Endocrinology, Vol 100, 1652-1658, Copyright © 1977 by Endocrine Society

ARTICLES

In vivo progesterone treatment enhances [3H]estradiol retention by neural tissue of the female rat

RD Lisk and LA Reuter

[3H]Estradiol retention was examined for neural tissues of ovariectomized rats as a function of various progesterone pretreatments. Short-term progesterone pretreatment (6 or 24 h) with a 50 mg pellet of progesteron sc resulted in increased in vivo retention of [3H]estradiol when measured at 6 or 24 h following withdrawal of the progesterone source. This increase was greatest in arcuate-median eminence tissue. A less pronounced increase was seen in the preoptic- anterior hypothalamus and cerebral cortex, and no increase was seen in the amygdala or mammilary bodies.
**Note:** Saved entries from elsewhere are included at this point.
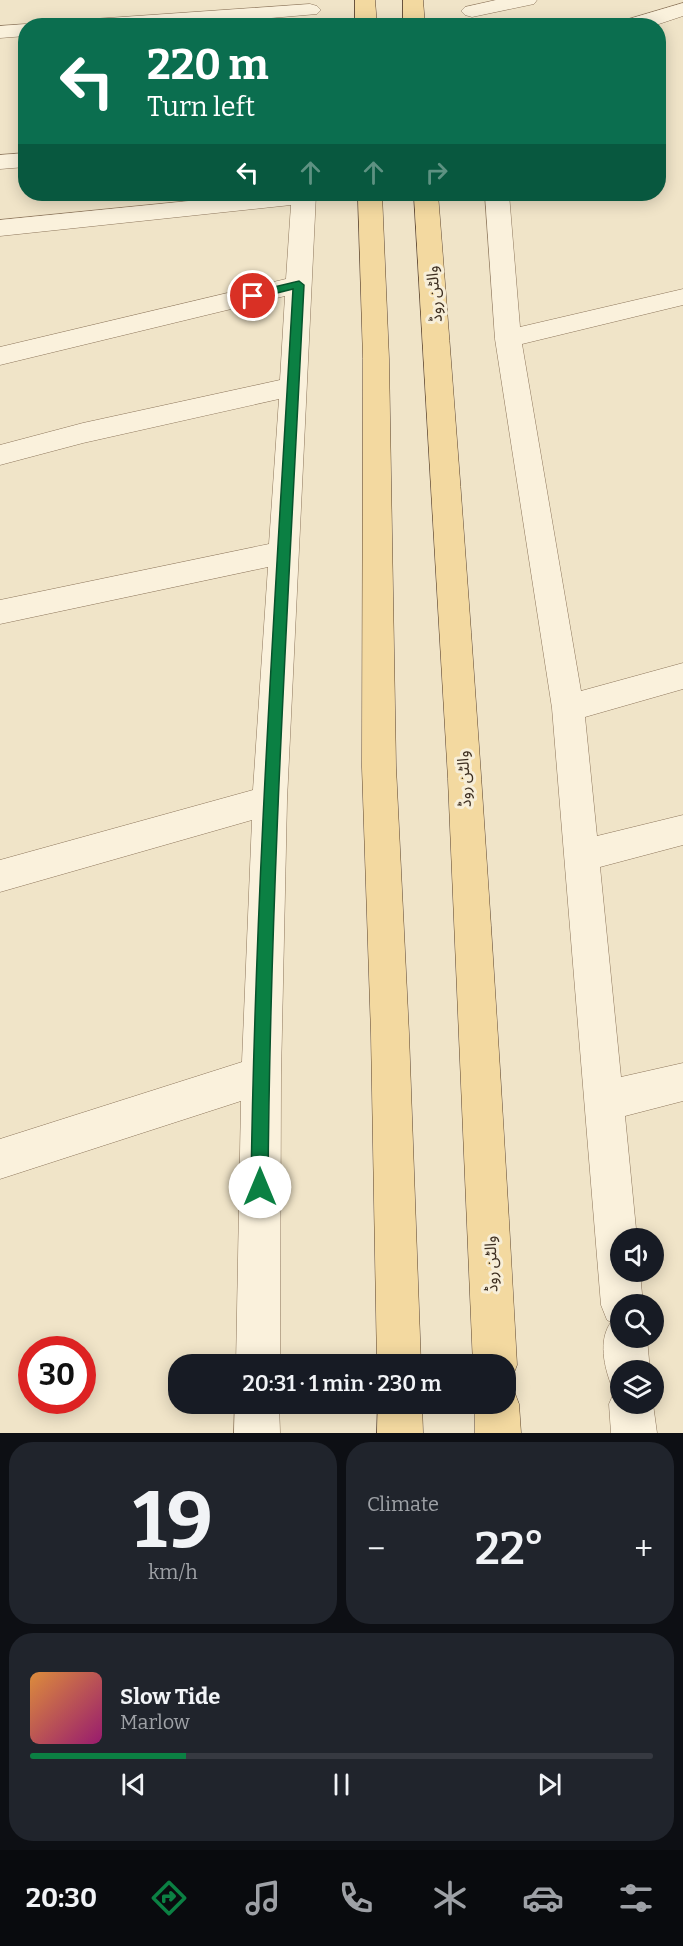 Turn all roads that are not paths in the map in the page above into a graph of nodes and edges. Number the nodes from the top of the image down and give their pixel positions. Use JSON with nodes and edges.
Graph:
{"nodes":[{"id":1,"x":365,"y":0,"type":"edge"},
{"id":2,"x":413,"y":0,"type":"edge"},
{"id":3,"x":527,"y":0,"type":"edge"},
{"id":4,"x":683,"y":9,"type":"edge"},
{"id":5,"x":310,"y":12,"type":"edge"},
{"id":6,"x":474,"y":12,"type":"edge"},
{"id":7,"x":211,"y":18,"type":"edge"},
{"id":8,"x":366,"y":18,"type":"edge"},
{"id":9,"x":414,"y":18,"type":"edge"},
{"id":10,"x":655,"y":18,"type":"edge"},
{"id":11,"x":18,"y":31,"type":"edge"},
{"id":12,"x":0,"y":32,"type":"edge"},
{"id":13,"x":18,"y":161,"type":"edge"},
{"id":14,"x":0,"y":162,"type":"edge"},
{"id":15,"x":249,"y":201,"type":"edge"},
{"id":16,"x":304,"y":201,"type":"edge"},
{"id":17,"x":370,"y":201,"type":"edge"},
{"id":18,"x":427,"y":201,"type":"edge"},
{"id":19,"x":498,"y":201,"type":"edge"},
{"id":20,"x":0,"y":228,"type":"edge"},
{"id":21,"x":299,"y":285,"type":"junction"},
{"id":22,"x":683,"y":297,"type":"edge"},
{"id":23,"x":508,"y":339,"type":"junction"},
{"id":24,"x":0,"y":356,"type":"edge"},
{"id":25,"x":295,"y":386,"type":"junction"},
{"id":26,"x":0,"y":454,"type":"edge"},
{"id":27,"x":285,"y":552,"type":"junction"},
{"id":28,"x":0,"y":612,"type":"edge"},
{"id":29,"x":683,"y":676,"type":"edge"},
{"id":30,"x":568,"y":708,"type":"junction"},
{"id":31,"x":270,"y":800,"type":"junction"},
{"id":32,"x":683,"y":830,"type":"edge"},
{"id":33,"x":580,"y":856,"type":"junction"},
{"id":34,"x":0,"y":876,"type":"edge"},
{"id":35,"x":261,"y":1076,"type":"junction"},
{"id":36,"x":683,"y":1082,"type":"edge"},
{"id":37,"x":604,"y":1101,"type":"junction"},
{"id":38,"x":0,"y":1160,"type":"edge"},
{"id":39,"x":621,"y":1294,"type":"edge"},
{"id":40,"x":258,"y":1354,"type":"edge"},
{"id":41,"x":399,"y":1354,"type":"edge"},
{"id":42,"x":495,"y":1354,"type":"edge"},
{"id":43,"x":258,"y":1414,"type":"edge"},
{"id":44,"x":400,"y":1414,"type":"edge"},
{"id":45,"x":497,"y":1414,"type":"edge"},
{"id":46,"x":632,"y":1414,"type":"edge"},
{"id":47,"x":257,"y":1433,"type":"edge"},
{"id":48,"x":400,"y":1433,"type":"edge"},
{"id":49,"x":498,"y":1433,"type":"edge"},
{"id":50,"x":634,"y":1433,"type":"edge"}],
"edges":[{"from":1,"to":8,"type":"main road"},
{"from":2,"to":9,"type":"main road"},
{"from":3,"to":6,"type":"street"},
{"from":4,"to":10,"type":"street"},
{"from":5,"to":7,"type":"street"},
{"from":11,"to":12,"type":"street"},
{"from":13,"to":14,"type":"street"},
{"from":15,"to":20,"type":"street"},
{"from":16,"to":21,"type":"street"},
{"from":17,"to":41,"type":"main road"},
{"from":18,"to":42,"type":"main road","name":"والٹن روڈ"},
{"from":19,"to":23,"type":"street"},
{"from":21,"to":24,"type":"street"},
{"from":21,"to":25,"type":"street"},
{"from":22,"to":23,"type":"street"},
{"from":23,"to":30,"type":"street"},
{"from":25,"to":26,"type":"street"},
{"from":25,"to":27,"type":"street"},
{"from":27,"to":28,"type":"street"},
{"from":27,"to":31,"type":"street"},
{"from":29,"to":30,"type":"street"},
{"from":30,"to":33,"type":"street"},
{"from":31,"to":34,"type":"street"},
{"from":31,"to":35,"type":"street"},
{"from":32,"to":33,"type":"street"},
{"from":33,"to":37,"type":"street"},
{"from":35,"to":38,"type":"street"},
{"from":35,"to":40,"type":"street"},
{"from":36,"to":37,"type":"street"},
{"from":37,"to":39,"type":"street"},
{"from":43,"to":47,"type":"street"},
{"from":44,"to":48,"type":"main road"},
{"from":45,"to":49,"type":"main road"},
{"from":46,"to":50,"type":"street"}]}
Following long term progesterone pretreatment increased [3H]estradiol retention was observed in vivo at 48, 72, 96 or 120 h in the continued presence of the progesterone source for arcuate-median eminence, preoptic-anterior hypothalamus, amygdala and cerebral cortex. Also, when progesterone pretreatment was 24 h, [3H]estradiol retention was still increased at 36, 48, 60 and 72 h following removal of the progesterone source for arcuate-median eminence, preoptic-anterior hypothalamus, amygdala and cerebral cortex. Our demonstration that progesterone pretreatment can significantly increase [3H]estradiol retention by neural tissue suggests a possible mechanism by which progesterone can regulate the timing of ovulation and sex behavior. Furthermore, our observations are in keeping with the finding that progesterone has little or no effect at the organismal or tissue level unless estrogen is present.